*** DATA FOR REVIEW ***

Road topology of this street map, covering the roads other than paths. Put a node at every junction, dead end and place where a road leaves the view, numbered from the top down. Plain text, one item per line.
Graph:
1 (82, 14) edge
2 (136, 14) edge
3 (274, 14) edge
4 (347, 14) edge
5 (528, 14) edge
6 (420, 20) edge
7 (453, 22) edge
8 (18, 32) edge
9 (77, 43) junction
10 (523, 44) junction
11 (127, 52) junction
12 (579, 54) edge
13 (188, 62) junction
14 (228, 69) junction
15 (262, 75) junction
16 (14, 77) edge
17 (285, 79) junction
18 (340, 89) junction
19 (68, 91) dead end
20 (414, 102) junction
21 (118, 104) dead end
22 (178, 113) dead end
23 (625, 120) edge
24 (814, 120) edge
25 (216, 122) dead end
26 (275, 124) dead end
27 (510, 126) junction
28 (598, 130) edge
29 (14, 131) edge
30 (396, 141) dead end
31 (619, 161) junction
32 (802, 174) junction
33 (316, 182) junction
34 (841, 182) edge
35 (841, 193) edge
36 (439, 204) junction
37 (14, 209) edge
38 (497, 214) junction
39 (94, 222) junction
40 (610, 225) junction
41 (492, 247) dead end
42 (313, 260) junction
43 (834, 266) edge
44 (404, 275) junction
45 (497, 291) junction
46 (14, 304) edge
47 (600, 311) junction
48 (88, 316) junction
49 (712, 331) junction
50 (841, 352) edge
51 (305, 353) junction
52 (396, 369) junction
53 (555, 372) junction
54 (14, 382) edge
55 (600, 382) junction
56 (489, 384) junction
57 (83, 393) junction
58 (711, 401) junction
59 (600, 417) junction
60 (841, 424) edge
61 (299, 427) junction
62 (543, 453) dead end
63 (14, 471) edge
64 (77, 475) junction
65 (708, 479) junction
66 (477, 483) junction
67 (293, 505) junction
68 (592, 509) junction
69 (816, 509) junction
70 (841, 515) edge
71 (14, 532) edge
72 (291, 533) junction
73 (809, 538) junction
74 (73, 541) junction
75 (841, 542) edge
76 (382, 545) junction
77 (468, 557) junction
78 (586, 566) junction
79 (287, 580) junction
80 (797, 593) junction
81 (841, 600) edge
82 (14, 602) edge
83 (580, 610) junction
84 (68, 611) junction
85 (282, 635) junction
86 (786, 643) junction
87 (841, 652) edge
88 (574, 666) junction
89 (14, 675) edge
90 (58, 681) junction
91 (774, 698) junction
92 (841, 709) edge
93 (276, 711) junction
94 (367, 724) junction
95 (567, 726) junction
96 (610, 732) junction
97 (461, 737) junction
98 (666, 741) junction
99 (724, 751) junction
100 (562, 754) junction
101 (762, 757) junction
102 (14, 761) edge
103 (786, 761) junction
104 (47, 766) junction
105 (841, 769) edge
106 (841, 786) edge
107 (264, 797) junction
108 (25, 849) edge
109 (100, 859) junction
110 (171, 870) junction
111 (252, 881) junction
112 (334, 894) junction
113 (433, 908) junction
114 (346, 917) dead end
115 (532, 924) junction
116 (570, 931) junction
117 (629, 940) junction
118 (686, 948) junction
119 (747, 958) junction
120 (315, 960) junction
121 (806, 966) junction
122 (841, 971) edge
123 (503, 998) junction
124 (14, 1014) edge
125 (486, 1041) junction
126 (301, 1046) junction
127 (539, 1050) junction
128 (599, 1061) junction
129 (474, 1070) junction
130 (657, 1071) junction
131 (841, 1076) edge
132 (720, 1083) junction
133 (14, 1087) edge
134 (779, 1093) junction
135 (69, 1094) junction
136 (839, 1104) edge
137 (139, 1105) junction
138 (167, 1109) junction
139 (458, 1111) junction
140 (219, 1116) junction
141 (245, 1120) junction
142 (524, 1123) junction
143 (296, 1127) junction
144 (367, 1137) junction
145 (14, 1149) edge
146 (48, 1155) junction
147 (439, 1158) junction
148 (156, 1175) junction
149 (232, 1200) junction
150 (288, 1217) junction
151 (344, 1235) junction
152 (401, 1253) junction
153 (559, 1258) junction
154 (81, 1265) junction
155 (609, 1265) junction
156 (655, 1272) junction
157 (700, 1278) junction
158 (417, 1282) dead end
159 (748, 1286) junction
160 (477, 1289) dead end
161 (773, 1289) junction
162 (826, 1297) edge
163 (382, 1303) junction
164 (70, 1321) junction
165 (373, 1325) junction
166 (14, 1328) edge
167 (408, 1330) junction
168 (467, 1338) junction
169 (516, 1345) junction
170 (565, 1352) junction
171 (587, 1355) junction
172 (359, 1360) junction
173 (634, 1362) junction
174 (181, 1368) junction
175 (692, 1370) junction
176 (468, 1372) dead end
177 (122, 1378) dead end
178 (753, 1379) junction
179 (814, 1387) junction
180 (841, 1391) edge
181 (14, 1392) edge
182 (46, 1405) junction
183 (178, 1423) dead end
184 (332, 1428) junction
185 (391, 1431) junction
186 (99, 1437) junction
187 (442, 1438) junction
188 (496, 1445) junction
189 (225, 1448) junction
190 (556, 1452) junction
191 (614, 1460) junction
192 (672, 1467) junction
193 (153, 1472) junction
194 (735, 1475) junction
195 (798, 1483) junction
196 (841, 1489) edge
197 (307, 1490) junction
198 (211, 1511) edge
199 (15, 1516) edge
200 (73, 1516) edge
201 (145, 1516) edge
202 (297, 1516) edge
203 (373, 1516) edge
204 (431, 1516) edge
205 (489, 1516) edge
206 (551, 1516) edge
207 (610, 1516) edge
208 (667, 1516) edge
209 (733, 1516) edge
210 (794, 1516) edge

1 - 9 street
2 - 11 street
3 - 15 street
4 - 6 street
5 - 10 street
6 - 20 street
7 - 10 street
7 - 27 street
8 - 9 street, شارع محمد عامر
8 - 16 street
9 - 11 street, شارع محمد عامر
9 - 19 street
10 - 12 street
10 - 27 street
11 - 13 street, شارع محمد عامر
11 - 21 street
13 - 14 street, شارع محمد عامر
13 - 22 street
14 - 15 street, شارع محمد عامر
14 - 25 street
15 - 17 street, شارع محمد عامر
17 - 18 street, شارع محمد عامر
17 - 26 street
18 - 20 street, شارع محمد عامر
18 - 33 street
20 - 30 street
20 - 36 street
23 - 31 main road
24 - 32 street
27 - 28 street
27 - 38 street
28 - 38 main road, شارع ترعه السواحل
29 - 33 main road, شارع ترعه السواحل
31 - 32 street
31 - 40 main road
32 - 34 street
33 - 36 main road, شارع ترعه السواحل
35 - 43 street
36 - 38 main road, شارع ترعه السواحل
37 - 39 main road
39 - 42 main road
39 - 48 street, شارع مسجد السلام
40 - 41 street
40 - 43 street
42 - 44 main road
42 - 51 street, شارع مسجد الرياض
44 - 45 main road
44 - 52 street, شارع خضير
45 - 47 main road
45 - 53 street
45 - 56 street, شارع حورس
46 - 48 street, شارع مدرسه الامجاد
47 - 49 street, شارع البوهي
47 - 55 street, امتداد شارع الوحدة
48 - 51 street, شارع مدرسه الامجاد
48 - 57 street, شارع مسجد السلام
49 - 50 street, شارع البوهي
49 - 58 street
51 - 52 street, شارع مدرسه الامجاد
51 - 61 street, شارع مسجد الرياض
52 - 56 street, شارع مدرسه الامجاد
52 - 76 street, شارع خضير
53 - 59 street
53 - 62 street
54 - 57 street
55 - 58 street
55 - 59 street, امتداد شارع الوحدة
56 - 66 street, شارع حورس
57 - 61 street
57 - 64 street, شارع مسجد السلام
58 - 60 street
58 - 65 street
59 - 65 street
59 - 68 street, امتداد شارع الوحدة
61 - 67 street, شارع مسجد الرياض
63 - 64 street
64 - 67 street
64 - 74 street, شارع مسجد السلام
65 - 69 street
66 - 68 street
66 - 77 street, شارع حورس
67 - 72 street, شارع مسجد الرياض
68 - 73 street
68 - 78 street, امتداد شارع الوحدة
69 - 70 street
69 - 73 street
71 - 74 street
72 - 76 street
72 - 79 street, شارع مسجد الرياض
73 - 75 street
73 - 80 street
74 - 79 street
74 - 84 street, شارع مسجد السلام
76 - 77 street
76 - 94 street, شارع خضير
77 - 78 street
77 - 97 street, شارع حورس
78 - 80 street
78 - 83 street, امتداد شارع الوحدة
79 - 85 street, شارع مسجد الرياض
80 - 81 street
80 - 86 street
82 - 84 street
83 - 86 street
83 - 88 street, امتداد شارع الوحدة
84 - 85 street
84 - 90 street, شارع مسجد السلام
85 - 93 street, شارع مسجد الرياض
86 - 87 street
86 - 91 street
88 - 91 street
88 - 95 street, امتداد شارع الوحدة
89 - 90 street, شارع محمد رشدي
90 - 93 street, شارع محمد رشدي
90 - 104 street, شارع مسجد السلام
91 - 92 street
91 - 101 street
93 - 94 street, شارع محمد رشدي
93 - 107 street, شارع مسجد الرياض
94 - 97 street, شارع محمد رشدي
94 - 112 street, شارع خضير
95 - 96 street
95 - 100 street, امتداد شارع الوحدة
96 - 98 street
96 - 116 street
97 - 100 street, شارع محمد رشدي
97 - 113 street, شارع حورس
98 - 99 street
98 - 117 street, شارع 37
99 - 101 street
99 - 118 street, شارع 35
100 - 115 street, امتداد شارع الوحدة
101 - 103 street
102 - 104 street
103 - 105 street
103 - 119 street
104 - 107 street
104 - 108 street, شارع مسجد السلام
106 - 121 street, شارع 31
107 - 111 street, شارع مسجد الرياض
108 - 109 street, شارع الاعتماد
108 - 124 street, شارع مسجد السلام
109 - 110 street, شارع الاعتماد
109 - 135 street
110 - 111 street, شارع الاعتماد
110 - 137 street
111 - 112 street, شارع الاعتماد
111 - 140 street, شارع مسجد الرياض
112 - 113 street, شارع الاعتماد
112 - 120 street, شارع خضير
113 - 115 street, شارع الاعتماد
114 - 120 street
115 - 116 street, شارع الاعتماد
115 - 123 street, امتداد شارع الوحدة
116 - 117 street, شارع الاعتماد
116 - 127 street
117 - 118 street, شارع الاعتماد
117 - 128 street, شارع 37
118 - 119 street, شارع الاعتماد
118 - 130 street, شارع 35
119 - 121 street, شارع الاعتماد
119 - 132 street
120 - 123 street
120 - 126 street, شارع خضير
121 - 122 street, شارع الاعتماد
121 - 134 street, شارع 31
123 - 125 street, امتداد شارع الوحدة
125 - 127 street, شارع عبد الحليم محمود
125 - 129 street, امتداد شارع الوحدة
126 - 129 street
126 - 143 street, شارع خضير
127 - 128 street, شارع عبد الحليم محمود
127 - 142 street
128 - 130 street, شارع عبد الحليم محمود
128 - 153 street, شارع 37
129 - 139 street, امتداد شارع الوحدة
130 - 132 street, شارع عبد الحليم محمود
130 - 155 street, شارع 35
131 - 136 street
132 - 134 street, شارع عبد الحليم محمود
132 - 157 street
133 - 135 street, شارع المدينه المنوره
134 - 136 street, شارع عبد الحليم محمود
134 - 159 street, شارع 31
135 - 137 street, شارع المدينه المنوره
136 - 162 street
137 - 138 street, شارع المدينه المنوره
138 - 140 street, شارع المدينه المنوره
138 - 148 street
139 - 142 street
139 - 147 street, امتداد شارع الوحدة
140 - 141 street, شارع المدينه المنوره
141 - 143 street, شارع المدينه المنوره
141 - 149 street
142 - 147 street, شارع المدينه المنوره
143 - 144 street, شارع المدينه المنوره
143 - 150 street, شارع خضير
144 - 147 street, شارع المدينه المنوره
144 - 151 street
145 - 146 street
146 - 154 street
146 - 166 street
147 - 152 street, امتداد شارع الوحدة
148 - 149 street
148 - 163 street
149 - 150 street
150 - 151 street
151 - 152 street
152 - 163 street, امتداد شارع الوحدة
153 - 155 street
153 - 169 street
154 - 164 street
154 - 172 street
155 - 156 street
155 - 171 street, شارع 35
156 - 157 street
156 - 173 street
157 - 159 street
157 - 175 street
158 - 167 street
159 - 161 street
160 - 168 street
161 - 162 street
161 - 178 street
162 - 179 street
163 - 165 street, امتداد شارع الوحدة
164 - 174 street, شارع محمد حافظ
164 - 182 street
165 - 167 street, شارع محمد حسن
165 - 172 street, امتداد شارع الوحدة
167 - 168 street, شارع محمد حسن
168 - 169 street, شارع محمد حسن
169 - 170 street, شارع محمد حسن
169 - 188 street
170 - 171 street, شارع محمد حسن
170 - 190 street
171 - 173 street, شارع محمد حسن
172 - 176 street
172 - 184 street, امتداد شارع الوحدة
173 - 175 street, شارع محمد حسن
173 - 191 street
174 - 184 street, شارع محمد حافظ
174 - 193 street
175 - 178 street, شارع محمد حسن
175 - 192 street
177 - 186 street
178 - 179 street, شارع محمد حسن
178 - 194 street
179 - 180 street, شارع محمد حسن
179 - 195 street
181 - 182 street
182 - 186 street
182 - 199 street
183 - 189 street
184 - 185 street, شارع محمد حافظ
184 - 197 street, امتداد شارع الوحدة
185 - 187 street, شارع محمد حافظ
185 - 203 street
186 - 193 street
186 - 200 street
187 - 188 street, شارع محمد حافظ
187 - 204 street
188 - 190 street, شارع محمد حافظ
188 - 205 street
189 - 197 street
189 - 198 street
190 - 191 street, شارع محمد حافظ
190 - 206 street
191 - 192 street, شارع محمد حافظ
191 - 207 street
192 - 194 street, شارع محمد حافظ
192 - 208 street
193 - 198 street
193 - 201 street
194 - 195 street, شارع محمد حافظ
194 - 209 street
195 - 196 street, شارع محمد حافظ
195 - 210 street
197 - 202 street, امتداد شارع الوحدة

*** End of DATA FOR REVIEW ***

**TASK DIRECTIONS**.
When the word "المنوره" occurs in a line above, list that line.

**SOLUTION TO THIS EXERCISE**.
133 - 135 street, شارع المدينه المنوره
135 - 137 street, شارع المدينه المنوره
137 - 138 street, شارع المدينه المنوره
138 - 140 street, شارع المدينه المنوره
140 - 141 street, شارع المدينه المنوره
141 - 143 street, شارع المدينه المنوره
142 - 147 street, شارع المدينه المنوره
143 - 144 street, شارع المدينه المنوره
144 - 147 street, شارع المدينه المنوره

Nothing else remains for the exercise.